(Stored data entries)
────────────────────────────────────────
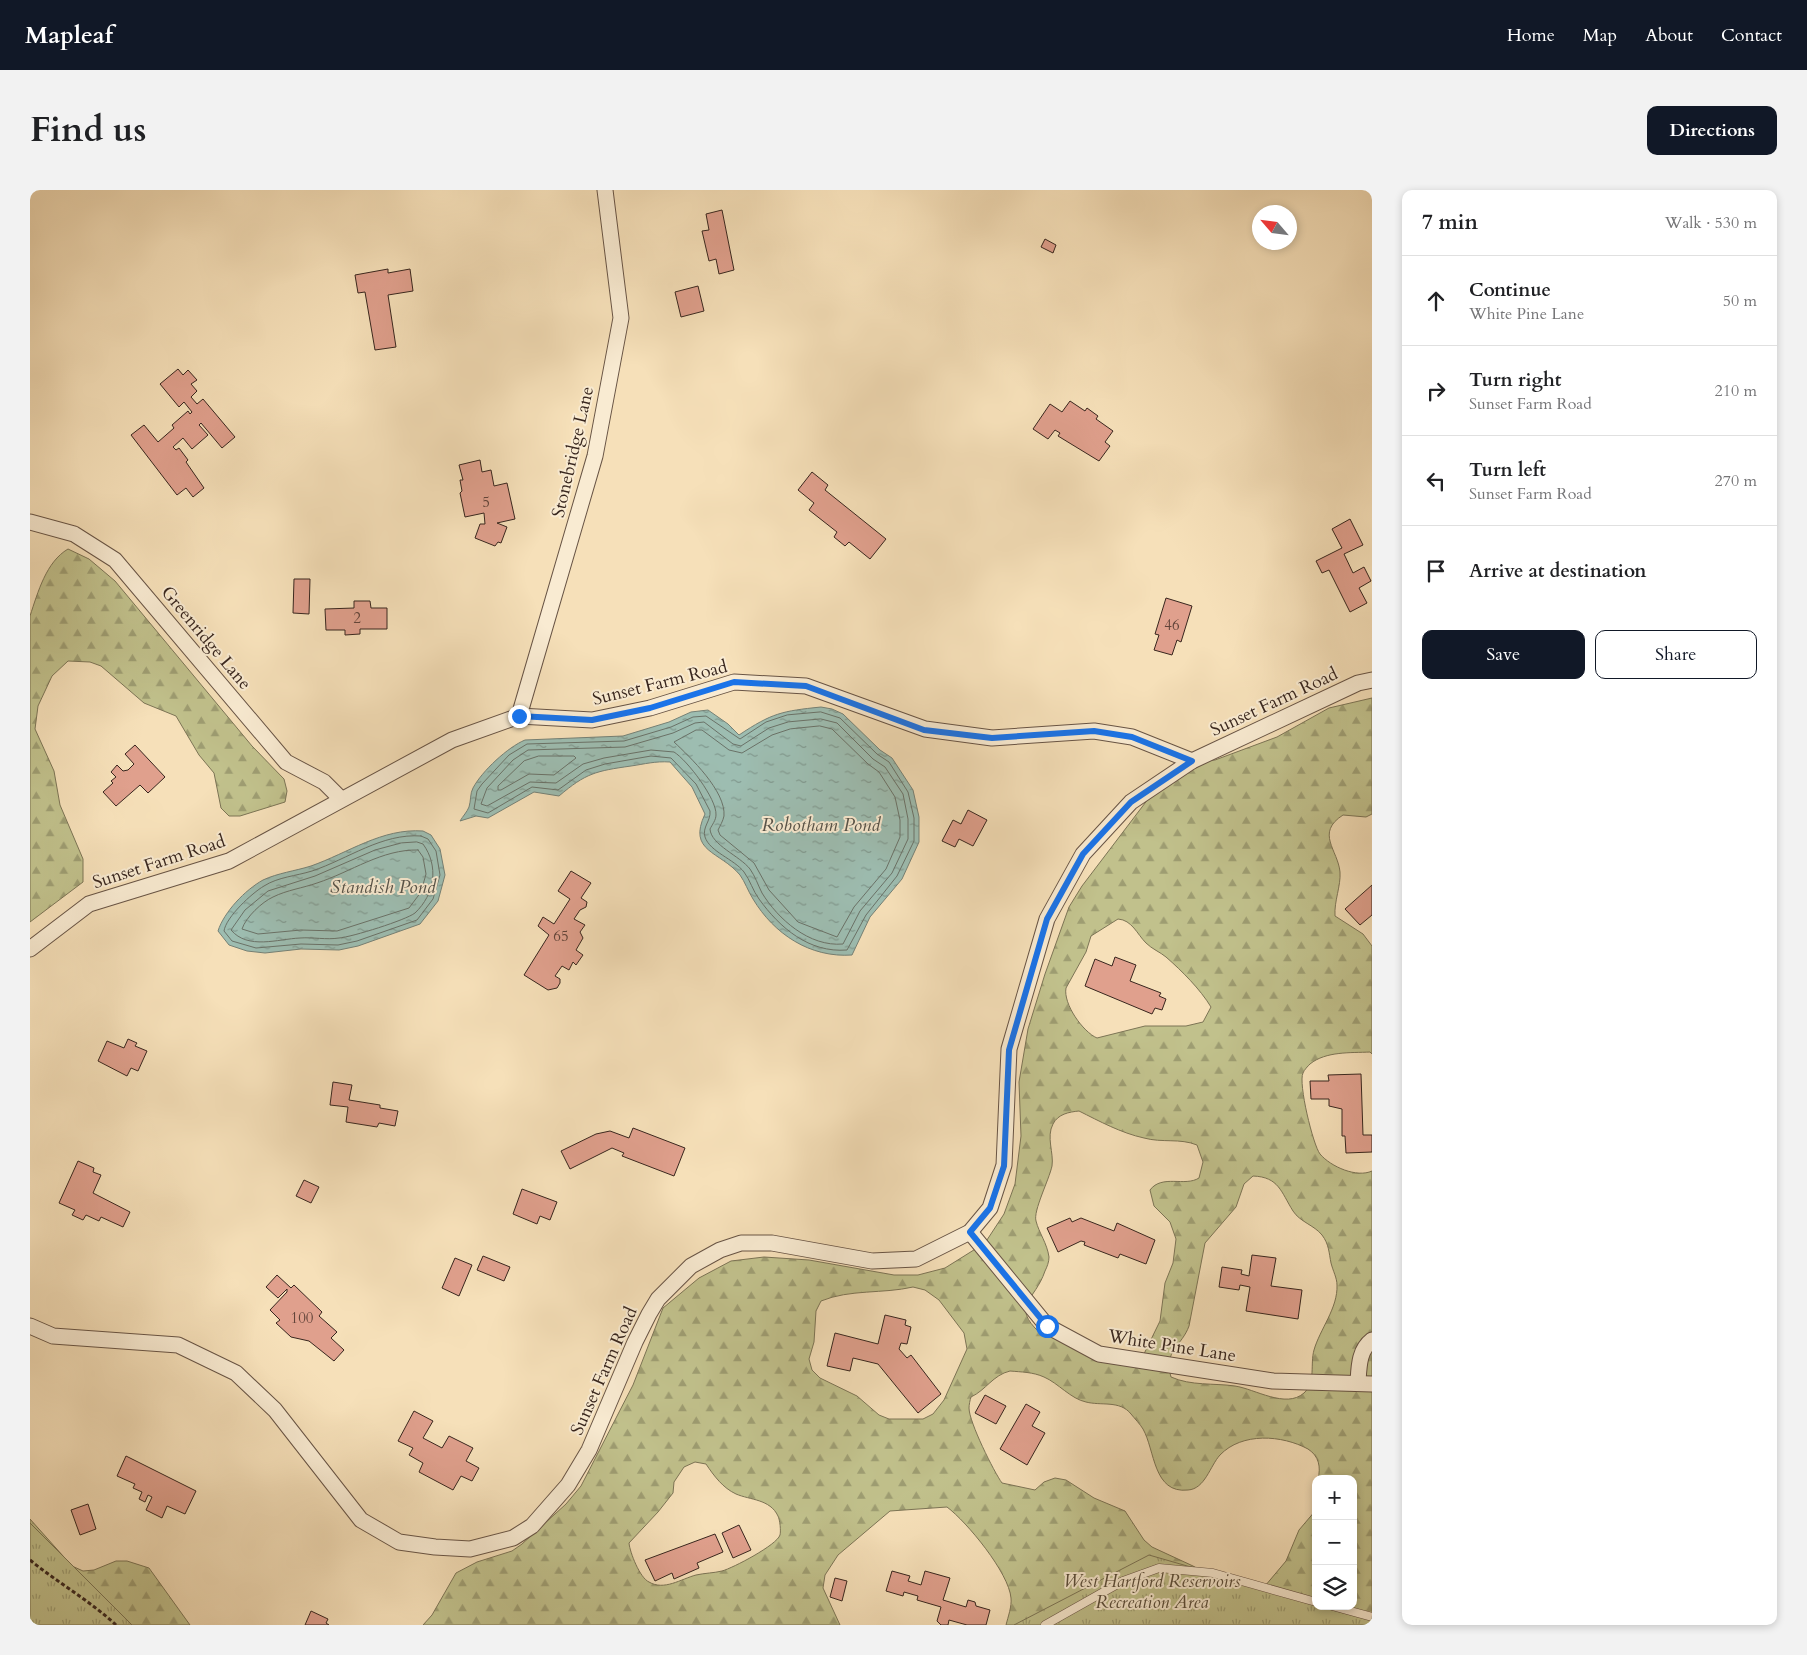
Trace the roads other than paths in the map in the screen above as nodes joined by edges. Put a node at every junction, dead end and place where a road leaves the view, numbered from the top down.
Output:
1 (605, 190) edge
2 (30, 522) edge
3 (1372, 680) edge
4 (519, 716) junction
5 (1192, 761) junction
6 (340, 799) junction
7 (30, 949) edge
8 (970, 1232) junction
9 (30, 1326) edge
10 (1372, 1340) edge
11 (1365, 1383) edge
12 (1312, 1601) edge
13 (1347, 1610) edge
14 (1372, 1617) edge
15 (1045, 1625) edge

1 - 4 street, Stonebridge Lane
2 - 6 street, Greenridge Lane
3 - 5 street, Sunset Farm Road
4 - 5 street, Sunset Farm Road
4 - 6 street, Sunset Farm Road
5 - 8 street, Sunset Farm Road
6 - 7 street, Sunset Farm Road
8 - 9 street, Sunset Farm Road
8 - 11 street, White Pine Lane
10 - 11 street, White Pine Lane
12 - 15 lane
13 - 14 lane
────────────────────────────────────────
- Aim of the exercise: Reproduce every entry above exactly, and omit the pictures.

- Answer to the problem:
Trace the roads other than paths in the map in the screen above as nodes joined by edges. Put a node at every junction, dead end and place where a road leaves the view, numbered from the top down.
Output:
1 (605, 190) edge
2 (30, 522) edge
3 (1372, 680) edge
4 (519, 716) junction
5 (1192, 761) junction
6 (340, 799) junction
7 (30, 949) edge
8 (970, 1232) junction
9 (30, 1326) edge
10 (1372, 1340) edge
11 (1365, 1383) edge
12 (1312, 1601) edge
13 (1347, 1610) edge
14 (1372, 1617) edge
15 (1045, 1625) edge

1 - 4 street, Stonebridge Lane
2 - 6 street, Greenridge Lane
3 - 5 street, Sunset Farm Road
4 - 5 street, Sunset Farm Road
4 - 6 street, Sunset Farm Road
5 - 8 street, Sunset Farm Road
6 - 7 street, Sunset Farm Road
8 - 9 street, Sunset Farm Road
8 - 11 street, White Pine Lane
10 - 11 street, White Pine Lane
12 - 15 lane
13 - 14 lane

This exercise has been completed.